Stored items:
- Opening Delimiter -

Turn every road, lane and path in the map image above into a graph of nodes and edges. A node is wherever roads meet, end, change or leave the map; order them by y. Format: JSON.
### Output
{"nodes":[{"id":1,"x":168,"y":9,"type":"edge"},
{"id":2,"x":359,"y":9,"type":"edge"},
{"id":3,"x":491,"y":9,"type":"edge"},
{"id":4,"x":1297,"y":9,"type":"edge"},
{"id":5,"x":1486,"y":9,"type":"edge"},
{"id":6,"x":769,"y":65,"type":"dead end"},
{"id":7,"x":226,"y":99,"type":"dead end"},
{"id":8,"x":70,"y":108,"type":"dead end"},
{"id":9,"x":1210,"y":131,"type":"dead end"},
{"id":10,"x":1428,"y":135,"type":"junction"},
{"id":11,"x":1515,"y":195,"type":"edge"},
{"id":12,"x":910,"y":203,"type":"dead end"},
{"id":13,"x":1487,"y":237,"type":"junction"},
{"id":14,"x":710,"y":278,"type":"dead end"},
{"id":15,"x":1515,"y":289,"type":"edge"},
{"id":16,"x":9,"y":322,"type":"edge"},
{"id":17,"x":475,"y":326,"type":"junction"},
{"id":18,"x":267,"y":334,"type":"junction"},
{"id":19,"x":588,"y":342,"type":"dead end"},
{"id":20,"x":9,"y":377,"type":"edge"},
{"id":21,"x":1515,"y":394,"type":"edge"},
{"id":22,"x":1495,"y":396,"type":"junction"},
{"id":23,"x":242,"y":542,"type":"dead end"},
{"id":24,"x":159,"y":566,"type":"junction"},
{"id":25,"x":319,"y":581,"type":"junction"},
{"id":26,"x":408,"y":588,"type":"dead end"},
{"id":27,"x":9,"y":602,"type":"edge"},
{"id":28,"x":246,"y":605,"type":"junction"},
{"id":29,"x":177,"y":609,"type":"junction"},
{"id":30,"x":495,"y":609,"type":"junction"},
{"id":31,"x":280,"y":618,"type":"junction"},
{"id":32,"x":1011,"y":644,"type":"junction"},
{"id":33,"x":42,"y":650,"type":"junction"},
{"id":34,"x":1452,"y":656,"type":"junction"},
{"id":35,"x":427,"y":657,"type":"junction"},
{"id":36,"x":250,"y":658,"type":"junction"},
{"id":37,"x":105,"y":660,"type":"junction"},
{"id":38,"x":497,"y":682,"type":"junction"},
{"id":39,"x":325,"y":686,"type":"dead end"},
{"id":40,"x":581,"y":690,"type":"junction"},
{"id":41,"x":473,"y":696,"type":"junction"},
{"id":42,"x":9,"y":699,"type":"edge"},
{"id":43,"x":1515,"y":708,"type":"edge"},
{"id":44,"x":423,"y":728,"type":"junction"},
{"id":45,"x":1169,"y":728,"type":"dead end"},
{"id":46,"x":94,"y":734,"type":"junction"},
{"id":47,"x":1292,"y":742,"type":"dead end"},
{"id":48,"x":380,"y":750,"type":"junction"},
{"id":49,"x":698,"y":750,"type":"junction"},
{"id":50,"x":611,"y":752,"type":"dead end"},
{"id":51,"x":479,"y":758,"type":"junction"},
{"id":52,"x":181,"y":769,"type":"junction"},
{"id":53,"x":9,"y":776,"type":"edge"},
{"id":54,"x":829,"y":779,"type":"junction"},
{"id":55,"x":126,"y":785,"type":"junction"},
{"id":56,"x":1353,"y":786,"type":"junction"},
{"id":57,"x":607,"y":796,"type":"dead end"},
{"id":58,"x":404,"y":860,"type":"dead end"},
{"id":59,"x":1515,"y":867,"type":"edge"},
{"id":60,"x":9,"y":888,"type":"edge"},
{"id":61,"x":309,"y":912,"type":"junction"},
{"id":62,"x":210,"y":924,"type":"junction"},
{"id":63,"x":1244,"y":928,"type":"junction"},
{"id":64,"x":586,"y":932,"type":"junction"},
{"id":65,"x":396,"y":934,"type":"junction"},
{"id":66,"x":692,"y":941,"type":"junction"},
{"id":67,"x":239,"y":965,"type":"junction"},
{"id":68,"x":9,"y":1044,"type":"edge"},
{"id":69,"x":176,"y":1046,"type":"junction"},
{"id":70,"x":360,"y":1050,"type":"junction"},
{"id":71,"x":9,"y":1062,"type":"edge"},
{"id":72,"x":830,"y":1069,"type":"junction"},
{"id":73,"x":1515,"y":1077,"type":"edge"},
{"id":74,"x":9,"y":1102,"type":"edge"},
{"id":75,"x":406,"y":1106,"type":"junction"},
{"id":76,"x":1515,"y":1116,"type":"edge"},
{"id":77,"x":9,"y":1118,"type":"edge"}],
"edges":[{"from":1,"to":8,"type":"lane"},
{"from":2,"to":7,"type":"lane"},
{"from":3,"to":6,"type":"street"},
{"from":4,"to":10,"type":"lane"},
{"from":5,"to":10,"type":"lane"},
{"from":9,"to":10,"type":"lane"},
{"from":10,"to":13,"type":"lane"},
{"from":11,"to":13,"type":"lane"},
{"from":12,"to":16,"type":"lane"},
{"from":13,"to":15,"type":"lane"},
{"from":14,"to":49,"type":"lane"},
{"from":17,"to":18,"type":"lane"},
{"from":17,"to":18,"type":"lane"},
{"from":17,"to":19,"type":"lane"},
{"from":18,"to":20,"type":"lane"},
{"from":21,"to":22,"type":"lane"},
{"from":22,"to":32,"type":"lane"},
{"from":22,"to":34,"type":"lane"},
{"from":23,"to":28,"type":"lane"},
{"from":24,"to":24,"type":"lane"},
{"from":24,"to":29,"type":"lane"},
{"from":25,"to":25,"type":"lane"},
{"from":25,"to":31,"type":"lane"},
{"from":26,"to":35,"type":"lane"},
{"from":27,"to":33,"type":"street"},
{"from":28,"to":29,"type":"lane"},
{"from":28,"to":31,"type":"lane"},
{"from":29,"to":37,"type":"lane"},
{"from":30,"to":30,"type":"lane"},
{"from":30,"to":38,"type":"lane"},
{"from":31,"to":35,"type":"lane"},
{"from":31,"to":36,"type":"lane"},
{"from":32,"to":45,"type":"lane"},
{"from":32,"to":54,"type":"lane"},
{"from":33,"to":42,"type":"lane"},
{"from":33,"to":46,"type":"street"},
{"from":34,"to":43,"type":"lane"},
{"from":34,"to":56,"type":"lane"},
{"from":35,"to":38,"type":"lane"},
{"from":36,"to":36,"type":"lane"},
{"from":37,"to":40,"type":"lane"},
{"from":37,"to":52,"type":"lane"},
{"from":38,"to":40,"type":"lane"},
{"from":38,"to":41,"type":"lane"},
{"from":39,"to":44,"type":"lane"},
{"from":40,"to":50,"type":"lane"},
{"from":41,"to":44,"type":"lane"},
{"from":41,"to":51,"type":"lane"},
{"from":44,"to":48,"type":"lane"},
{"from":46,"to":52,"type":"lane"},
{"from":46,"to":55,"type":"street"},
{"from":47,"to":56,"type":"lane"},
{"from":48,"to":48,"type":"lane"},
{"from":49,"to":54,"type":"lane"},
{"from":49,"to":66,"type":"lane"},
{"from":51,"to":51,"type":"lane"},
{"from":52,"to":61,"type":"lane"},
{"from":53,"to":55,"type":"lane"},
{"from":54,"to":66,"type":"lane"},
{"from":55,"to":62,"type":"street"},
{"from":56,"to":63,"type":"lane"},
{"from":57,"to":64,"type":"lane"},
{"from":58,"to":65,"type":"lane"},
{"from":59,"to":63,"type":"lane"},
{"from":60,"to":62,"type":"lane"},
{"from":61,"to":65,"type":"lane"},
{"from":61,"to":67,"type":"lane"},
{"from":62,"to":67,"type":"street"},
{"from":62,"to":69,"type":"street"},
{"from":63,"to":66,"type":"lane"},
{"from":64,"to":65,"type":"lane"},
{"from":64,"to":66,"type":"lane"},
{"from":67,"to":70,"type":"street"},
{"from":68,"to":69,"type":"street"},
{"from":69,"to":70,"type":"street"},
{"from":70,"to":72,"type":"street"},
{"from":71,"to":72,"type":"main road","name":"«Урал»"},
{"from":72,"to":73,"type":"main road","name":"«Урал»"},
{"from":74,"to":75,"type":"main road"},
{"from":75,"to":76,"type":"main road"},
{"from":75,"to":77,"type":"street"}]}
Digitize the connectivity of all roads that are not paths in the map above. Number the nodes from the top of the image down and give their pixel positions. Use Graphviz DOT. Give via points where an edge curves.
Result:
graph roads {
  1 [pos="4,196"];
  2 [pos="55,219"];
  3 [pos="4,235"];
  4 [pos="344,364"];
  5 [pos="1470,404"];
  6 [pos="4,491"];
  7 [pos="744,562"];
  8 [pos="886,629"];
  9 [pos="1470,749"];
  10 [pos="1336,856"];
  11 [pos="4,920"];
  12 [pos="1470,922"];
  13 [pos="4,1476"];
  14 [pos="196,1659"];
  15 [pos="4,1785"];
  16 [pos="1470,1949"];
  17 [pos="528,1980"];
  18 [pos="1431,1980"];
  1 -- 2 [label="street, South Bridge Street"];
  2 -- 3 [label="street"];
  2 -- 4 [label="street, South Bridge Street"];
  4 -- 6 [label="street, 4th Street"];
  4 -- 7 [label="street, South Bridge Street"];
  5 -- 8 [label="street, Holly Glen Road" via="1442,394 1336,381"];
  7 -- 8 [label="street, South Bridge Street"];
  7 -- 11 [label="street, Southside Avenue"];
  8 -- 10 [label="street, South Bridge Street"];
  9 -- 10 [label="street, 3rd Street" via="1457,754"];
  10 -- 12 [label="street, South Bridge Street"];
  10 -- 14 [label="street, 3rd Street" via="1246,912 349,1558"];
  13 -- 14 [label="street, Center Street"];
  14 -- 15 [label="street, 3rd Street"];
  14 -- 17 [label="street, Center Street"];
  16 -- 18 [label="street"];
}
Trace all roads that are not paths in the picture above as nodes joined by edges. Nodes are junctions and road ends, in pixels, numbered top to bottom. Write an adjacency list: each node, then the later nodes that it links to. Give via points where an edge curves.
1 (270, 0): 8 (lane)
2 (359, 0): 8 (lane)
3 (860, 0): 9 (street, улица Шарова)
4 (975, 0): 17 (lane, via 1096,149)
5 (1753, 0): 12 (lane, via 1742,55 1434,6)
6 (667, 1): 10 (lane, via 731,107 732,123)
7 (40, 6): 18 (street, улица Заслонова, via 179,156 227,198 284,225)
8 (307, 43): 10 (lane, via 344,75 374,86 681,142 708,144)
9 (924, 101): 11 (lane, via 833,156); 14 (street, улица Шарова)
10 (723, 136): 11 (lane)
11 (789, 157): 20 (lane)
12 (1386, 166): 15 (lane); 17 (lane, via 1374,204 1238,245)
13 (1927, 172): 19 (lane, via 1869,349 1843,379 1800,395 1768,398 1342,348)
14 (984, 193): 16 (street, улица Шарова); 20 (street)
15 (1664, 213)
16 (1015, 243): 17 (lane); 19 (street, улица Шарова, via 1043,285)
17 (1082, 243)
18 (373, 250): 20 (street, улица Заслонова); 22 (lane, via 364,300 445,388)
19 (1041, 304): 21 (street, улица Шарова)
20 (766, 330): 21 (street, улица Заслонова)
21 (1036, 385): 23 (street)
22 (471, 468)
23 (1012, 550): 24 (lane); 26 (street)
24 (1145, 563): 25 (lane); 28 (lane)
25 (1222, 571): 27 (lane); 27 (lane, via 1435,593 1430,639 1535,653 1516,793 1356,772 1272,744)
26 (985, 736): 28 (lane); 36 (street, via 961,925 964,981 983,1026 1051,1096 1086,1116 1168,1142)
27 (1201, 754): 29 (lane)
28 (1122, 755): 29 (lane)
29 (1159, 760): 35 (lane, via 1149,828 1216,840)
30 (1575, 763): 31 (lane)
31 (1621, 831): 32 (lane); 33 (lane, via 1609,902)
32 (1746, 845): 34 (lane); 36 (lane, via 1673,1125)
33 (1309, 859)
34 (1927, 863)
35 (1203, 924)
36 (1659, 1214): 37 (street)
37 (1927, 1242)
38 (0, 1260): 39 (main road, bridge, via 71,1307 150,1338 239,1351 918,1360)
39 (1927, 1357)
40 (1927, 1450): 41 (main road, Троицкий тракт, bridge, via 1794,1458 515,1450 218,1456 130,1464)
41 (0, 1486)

- Closing Delimiter -

Work required — Whenever a line of the data includes the word "Center", show that line in full.

Expected output —
  13 -- 14 [label="street, Center Street"];
  14 -- 17 [label="street, Center Street"];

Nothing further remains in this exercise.